One of the major differences between face and natural scene images is that faces have inherent social significance. They are behaviorally relevant visual stimuli for primates, which provide essential information about an individual’s gender, age, familiarity, intention and mental state (e.g. Bruce and Young 1998; Emery 2000). When viewing a complex scene containing faces, the highest portion of human fixations is directed to the faces (Yarbus 1967). The local facial features, such as eyes, are not just simple geometric patterns or objects. They also contain significant social communicative signals. Like human, monkeys are also heavily reliant on facial signals for social communication. Based on facial cues alone, they are readily able to respond appropriately to the expressions of other individuals (Mendelson et al. 1982), to recognize and discriminate the faces of familiar and unfamiliar individuals (Rosenfeld and van Hoesen 1979; Parr et al. 2000). Their visual system also appears to be tuned to the informative facial features (Guo et al. 2003). They showed a preferential interest, high density of fixations and longer fixation durations, to the major local facial features while viewing faces. As local image complexity around the fixations unlikely accounts for the differences in fixation durations between the face and natural scene images (Figs. 2, 3, 4, 5), the extra duration of fixations for the faces may be correlated with the extra cognitive demand (i.e. “configural process”) which involves detailed analysis of local facial features and perceiving relations among the facial features, and therefore maybe important for acquisition and processing of facial cues, such as identity, expression and gaze direction (Maurer et al. 2002). However, from the present data it is difficult to see how the social relevance of the faces could affect the fixation durations as we only tested neural face images in a free viewing task in this experiment. In the future study it will be interesting to systematically manipulate social relevance over controlled sets of face images and/or cognitive demand, and to investigate the relations among social perception, cognitive demand and patterns of saccadic eye movements.

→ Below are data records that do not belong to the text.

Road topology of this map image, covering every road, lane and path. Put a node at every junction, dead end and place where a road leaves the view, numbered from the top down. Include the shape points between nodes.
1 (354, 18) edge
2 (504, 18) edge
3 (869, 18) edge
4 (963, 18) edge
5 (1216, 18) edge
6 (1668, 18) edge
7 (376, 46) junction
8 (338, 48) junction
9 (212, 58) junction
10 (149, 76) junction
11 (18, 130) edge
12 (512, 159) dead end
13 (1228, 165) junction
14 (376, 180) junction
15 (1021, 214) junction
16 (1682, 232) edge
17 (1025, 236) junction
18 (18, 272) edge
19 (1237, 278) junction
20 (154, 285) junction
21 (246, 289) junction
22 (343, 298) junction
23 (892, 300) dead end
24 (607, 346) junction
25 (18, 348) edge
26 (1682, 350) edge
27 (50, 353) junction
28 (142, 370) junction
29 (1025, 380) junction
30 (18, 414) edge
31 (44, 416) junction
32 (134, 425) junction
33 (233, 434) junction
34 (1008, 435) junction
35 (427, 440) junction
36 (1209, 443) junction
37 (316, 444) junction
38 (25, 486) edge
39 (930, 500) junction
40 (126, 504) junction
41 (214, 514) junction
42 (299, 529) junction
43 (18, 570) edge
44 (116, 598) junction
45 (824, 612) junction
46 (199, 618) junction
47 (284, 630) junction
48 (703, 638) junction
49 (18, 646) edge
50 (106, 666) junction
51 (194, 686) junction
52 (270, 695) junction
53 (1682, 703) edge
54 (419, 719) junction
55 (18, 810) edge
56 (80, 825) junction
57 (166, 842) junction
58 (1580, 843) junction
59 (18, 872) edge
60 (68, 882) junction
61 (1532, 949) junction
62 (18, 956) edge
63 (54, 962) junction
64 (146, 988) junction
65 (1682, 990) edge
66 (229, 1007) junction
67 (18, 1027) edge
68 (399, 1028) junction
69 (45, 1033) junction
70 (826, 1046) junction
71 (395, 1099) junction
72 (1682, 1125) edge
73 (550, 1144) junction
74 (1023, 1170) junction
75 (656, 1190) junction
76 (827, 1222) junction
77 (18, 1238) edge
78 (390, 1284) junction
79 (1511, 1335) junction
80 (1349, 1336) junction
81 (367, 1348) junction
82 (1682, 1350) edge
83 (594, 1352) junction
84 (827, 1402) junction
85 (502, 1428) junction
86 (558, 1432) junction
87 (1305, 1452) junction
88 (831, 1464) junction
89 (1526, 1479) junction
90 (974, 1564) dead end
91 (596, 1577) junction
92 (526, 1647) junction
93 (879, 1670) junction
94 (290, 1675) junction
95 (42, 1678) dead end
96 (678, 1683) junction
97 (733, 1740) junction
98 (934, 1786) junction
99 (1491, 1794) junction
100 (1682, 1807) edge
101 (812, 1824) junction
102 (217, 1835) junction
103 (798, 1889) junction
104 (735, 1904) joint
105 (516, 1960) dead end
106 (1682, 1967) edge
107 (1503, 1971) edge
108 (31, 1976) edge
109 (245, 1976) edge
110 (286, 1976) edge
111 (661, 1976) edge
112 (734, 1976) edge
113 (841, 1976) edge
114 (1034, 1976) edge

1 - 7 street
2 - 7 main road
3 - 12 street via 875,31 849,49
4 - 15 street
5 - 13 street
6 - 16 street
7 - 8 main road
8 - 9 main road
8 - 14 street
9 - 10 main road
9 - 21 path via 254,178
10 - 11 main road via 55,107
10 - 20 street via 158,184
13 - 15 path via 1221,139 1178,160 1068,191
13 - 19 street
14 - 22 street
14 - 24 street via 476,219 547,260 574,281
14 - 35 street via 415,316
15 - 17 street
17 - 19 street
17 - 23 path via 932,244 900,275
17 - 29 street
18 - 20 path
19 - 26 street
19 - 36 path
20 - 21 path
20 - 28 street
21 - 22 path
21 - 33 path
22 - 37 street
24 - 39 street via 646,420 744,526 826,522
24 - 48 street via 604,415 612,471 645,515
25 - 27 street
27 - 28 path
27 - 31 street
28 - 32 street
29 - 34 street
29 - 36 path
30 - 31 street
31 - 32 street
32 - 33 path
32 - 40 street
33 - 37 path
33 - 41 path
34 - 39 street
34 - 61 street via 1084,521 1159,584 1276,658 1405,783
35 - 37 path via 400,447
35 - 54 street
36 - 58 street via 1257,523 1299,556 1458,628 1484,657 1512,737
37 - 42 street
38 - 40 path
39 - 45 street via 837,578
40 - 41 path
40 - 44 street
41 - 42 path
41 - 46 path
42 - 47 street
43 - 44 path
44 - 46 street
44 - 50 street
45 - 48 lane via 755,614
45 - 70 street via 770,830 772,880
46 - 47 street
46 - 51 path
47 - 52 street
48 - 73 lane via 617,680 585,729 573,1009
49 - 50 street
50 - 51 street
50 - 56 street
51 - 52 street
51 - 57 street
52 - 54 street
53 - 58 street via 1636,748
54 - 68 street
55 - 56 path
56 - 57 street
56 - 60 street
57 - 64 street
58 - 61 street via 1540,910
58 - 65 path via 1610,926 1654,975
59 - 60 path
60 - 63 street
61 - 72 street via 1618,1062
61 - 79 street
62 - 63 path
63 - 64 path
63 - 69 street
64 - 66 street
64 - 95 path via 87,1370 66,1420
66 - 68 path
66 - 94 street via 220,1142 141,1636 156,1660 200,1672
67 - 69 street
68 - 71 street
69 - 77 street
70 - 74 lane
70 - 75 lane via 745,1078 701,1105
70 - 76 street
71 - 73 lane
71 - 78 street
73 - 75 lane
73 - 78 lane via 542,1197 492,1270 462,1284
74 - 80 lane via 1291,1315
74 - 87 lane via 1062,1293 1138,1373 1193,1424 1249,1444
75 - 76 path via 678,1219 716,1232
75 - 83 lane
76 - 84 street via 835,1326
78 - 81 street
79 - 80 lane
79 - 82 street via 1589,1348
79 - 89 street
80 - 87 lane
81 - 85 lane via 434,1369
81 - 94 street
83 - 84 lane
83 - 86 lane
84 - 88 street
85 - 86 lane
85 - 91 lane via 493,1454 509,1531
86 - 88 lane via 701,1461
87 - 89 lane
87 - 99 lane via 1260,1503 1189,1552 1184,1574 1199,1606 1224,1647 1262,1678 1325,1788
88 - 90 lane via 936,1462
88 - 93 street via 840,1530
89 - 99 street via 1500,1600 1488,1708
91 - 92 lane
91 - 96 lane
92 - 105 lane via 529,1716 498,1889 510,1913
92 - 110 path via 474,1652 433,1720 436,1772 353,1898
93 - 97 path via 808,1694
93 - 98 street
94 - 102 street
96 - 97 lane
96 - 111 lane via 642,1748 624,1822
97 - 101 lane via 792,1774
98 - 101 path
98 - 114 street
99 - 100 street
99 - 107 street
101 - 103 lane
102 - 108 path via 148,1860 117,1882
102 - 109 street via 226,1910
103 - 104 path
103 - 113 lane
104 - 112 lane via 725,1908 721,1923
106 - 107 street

Interestingly, the facial configuration did not appear to have significant influence on individual fixation durations. Indeed, the durations of fixations on major local facial features, such as eyes, nose and mouth, were not different between normal and scrambled faces (Fig. 6). This suggests that the longer fixations on the faces are mainly correlated with the analysis of the local facial features rather than the precise facial configuration. However, the disruption of facial configuration (i.e. inverted or scrambled faces) can significantly reduce the number of fixations compared with the normal upright faces (Guo et al. 2003). Taken these observations together, it seems that the number of fixations rather than the duration of fixations play a more crucial role in the process of face inspection.

When tested with the scrambled face images, the durations of fixations on the facial contours (including hairlines) were slightly decreased (Fig. 6). For a normal upright face, the facial contour provides essential facial metric information which is critical for face perception and recognition (Burton et al. 1993; Perrett et al. 1994; Fellous 1997). Indeed, the responses of face-selective neurons in anterior inferotemporal cortex of macaques are correlated with dimensions relating the hairline to other facial points, such as eyes, in face discrimination tasks (Young and Yamane 1992). In our study, the observed longer fixations on the facial contours within the intact faces may be correlated with the analysis of the properties of facial dimensions, and this process may require extra fixation time.